• [The problem] Report each line of the entries below that has the word "Grand" in it.

• [Input]
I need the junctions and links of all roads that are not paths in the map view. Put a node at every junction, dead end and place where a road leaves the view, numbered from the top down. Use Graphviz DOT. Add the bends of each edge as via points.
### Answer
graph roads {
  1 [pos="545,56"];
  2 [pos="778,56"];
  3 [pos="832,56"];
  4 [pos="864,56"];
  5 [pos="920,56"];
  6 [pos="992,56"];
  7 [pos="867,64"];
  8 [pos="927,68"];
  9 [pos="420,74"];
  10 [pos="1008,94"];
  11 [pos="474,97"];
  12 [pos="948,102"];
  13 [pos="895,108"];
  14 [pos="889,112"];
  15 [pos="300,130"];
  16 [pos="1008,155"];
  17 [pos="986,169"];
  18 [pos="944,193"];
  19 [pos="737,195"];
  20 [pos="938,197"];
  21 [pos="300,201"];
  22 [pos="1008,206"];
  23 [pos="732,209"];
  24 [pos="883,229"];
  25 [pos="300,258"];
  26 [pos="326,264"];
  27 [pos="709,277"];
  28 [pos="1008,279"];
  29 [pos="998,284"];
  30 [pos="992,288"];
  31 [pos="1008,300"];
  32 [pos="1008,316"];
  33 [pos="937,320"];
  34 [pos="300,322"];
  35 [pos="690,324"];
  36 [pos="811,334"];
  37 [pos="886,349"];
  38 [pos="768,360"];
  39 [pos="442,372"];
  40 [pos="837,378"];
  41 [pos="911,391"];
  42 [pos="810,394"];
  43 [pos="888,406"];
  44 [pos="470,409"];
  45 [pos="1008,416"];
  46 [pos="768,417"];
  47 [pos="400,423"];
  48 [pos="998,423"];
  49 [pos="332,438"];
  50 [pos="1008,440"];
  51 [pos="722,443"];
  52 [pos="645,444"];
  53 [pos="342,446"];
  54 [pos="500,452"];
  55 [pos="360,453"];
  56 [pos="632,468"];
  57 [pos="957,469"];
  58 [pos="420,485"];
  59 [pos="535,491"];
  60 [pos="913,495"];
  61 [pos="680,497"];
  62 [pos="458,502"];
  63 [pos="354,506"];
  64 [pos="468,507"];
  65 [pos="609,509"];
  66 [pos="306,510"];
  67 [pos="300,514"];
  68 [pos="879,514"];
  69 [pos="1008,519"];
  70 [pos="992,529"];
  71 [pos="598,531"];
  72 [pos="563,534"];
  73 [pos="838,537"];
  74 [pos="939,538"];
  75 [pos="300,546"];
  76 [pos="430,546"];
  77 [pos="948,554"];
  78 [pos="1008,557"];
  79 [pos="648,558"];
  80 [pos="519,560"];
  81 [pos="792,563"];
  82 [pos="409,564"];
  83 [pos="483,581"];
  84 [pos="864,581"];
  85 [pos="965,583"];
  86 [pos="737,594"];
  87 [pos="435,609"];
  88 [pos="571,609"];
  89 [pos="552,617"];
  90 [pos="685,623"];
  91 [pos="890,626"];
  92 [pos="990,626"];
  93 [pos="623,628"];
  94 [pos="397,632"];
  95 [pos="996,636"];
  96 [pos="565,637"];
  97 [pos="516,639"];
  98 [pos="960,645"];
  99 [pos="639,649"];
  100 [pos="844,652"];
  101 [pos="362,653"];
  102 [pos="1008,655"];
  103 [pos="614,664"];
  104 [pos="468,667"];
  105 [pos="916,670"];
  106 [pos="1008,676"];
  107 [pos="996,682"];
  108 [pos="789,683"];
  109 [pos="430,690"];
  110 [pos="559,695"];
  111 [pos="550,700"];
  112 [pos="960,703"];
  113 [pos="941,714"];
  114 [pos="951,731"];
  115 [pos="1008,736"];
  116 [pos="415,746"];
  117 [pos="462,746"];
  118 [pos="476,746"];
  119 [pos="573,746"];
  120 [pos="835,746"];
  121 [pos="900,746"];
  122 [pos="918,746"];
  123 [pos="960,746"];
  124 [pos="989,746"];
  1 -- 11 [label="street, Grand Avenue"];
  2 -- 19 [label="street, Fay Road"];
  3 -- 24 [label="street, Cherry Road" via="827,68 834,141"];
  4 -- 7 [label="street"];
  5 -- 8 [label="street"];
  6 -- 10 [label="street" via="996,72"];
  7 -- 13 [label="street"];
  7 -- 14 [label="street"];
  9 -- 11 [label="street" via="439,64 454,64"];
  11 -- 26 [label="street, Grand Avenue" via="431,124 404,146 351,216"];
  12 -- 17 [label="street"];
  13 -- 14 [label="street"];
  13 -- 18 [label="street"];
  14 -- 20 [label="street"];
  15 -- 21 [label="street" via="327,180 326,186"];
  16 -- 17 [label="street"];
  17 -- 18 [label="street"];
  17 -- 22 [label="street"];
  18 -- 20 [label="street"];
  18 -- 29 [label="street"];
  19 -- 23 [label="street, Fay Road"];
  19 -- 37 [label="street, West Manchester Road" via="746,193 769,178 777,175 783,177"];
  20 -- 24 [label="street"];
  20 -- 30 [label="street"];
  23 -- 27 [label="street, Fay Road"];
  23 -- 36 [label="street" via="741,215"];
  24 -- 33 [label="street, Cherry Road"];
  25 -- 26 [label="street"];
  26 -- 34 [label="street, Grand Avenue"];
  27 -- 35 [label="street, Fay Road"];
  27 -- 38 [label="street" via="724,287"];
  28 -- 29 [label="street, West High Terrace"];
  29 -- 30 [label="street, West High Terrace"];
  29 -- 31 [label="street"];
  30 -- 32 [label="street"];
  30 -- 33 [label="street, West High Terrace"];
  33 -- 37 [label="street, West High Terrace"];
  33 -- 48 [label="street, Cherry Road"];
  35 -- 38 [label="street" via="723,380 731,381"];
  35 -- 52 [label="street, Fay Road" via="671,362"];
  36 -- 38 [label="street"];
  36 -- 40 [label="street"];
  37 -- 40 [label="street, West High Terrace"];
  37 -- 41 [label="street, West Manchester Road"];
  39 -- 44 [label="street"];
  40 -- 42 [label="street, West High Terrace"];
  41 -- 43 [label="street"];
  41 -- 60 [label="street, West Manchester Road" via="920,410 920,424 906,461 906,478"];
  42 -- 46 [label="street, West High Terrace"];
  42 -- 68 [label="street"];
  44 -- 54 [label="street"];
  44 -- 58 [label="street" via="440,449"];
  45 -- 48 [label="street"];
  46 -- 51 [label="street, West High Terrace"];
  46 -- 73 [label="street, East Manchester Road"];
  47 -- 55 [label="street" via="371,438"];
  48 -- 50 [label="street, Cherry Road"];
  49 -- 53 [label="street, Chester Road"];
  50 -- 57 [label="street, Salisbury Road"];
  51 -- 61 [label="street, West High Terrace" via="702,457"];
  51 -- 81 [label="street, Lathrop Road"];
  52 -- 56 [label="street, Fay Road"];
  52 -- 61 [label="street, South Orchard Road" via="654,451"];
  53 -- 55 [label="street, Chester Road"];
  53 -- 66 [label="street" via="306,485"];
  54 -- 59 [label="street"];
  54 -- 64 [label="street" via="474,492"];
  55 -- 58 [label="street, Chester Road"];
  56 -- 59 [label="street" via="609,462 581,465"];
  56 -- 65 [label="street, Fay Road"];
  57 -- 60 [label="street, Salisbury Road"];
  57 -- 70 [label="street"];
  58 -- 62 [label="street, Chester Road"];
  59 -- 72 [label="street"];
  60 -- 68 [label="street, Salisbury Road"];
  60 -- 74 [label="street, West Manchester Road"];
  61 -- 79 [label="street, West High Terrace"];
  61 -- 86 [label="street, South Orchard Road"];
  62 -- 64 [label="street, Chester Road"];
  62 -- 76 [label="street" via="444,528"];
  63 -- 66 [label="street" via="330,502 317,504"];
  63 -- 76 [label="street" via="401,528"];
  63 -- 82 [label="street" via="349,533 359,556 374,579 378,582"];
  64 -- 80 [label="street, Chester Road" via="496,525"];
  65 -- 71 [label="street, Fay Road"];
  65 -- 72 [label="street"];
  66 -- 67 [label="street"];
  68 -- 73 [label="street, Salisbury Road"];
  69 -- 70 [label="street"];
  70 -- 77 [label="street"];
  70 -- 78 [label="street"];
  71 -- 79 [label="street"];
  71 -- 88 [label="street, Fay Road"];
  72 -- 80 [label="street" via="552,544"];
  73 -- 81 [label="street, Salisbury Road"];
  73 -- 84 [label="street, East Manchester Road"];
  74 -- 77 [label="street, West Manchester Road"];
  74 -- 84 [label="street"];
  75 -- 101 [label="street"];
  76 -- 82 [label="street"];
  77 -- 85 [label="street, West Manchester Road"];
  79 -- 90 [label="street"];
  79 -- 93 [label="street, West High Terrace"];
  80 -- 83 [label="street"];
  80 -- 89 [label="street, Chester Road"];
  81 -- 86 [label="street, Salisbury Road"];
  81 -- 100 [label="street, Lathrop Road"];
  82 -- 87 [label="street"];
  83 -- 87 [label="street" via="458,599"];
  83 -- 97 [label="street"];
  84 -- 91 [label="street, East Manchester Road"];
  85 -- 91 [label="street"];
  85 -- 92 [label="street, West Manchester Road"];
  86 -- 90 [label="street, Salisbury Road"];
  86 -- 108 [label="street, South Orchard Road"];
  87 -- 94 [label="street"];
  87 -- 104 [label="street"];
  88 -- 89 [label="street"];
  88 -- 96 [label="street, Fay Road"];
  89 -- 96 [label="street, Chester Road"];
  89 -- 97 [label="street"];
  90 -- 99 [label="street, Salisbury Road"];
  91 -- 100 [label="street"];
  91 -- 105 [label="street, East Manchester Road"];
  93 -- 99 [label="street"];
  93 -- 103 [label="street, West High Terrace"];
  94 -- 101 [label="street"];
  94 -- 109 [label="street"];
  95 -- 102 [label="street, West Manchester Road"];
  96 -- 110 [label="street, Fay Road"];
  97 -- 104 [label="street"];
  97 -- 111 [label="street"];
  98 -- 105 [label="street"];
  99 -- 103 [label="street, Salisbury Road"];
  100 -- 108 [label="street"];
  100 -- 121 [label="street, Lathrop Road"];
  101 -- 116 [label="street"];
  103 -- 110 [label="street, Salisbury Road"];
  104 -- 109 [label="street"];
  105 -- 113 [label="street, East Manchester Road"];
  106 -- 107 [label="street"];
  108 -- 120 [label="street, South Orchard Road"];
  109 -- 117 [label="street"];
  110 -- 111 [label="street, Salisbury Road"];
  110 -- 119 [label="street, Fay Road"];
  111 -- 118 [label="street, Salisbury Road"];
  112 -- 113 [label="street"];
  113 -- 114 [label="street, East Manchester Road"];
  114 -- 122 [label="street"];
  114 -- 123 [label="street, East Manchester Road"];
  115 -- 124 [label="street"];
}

• [Solution to the exercise]
  1 -- 11 [label="street, Grand Avenue"];
  11 -- 26 [label="street, Grand Avenue" via="431,124 404,146 351,216"];
  26 -- 34 [label="street, Grand Avenue"];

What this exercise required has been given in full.